After a drink fuelled breakdown and a jail sentence for repeated harassment; the DJ Andy Kershaw says that he is a new man who’s ready to rock’n’roll again
By James Silver
Squinting into the bright West London sunshine, Andy Kershaw lights the first of a flurry of cigarettes. “I’ve never felt so mentally and physically fit in my life,” claims the former Radio 3 presenter, his familiar Rochdale accent booming. “Since I’ve given up the booze, the weight’s poured off me. I found a pair of 28in jeans in the back of the wardrobe. It’s the first time they’ve fitted me for 20 years. I’m still smoking like a steel-worker though.”
This morning marks an important milestone for Kershaw. Three years ago this month, he moved to the Isle of Man to start a new life with his partner of 17 years, Juliette Banner, and their children, Sonny, 11, and Dolly, 10. However, their dream soured instantly when Banner – formerly a North London restaurateur – “found out about an infidelity” via an old text message on Kershaw’s phone. Over the ensuing months, the DJ’s personal life and career unravelled spectacularly – and very publicly – as he sank into a red wine and beer-fuelled breakdown, which saw him lose contact with his children and spend 44 days in jail for repeatedly harassing his ex-partner.
Today, however, having signed a contract to write an autobiography, Kershaw, who’s 49, says that he is well on the road to recovery and wants BBC bosses to know that he’s fit enough to return to work.
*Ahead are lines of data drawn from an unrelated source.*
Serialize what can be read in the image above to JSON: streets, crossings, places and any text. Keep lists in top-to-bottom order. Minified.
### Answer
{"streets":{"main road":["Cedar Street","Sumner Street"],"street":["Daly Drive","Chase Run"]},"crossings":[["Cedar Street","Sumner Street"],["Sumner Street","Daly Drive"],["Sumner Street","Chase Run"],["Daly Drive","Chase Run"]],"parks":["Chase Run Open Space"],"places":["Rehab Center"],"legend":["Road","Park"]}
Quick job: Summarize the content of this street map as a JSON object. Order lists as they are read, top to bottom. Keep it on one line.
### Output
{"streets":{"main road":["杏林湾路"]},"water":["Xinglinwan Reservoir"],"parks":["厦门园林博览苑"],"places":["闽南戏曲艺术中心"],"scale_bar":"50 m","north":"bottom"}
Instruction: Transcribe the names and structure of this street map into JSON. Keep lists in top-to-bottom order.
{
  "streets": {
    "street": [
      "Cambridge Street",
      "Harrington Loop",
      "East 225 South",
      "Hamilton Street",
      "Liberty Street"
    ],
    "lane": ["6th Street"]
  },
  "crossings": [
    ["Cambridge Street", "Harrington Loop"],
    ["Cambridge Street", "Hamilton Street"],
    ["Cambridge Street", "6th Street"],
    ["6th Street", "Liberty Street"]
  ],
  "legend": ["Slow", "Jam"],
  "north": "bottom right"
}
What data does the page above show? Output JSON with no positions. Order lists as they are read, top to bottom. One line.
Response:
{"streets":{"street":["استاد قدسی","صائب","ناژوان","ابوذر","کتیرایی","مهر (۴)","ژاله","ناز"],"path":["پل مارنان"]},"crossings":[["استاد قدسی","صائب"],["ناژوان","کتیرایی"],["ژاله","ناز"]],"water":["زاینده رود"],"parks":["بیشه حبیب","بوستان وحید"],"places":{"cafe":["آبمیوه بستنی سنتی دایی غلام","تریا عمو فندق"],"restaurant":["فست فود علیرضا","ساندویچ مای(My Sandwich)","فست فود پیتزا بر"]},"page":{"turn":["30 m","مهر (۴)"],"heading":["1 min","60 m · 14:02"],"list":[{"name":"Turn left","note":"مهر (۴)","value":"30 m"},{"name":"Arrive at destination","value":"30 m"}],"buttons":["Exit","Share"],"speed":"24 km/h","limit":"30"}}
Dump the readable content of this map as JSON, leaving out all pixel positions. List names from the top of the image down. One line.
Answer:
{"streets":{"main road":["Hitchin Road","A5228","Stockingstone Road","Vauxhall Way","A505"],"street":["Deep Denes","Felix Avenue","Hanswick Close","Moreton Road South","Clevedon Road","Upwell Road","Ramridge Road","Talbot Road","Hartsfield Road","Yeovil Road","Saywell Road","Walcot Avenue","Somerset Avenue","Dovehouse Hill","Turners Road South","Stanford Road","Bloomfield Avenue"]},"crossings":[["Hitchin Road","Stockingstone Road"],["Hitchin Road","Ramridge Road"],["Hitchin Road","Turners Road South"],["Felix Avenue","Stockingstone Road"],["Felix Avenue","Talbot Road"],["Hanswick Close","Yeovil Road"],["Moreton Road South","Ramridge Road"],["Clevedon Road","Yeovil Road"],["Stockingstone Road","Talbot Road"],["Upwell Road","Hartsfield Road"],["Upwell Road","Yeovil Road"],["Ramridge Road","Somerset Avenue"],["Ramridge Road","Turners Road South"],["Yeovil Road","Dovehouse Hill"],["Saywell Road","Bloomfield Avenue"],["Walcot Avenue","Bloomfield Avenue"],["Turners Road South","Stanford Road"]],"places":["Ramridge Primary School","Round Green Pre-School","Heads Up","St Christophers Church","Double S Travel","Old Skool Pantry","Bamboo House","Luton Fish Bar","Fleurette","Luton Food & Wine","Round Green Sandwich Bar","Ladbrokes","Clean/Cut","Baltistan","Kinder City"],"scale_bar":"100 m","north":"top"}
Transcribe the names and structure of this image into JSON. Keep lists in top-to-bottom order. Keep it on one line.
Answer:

He’s also just recorded a soul-bearing interview with John Humphrys for Radio 4’s On the Ropes, which was supposed to be broadcast today, but was pulled from the schedules at the last minute. With so much at stake, it’s no wonder that he seems wired and jittery as he prowls the carpark outside a recording studio, smoke billowing from his nostrils.
The outdoor life on his adopted home, the Isle of Man, clearly agrees with him. He looks tanned and lean – a far cry from the “miserable and pathetic figure” that he was branded by a court official little more than a year ago. Kershaw’s self-described “years of turmoil” have clearly taken their toll. At his lowest ebb he was “drinking [himself] to oblivion, just to get to sleep” and although he stopped drinking last autumn – after help from a support group, at the urging of the island’s authorities – his face is heavily lined and there are dark rings of exhaustion around his eyes. He finds it hard to sit still for more than a few minutes at a time. Barely contained energy crackles from him, as he tries to keep his answers measured. Occasionally an ugly temper flares too.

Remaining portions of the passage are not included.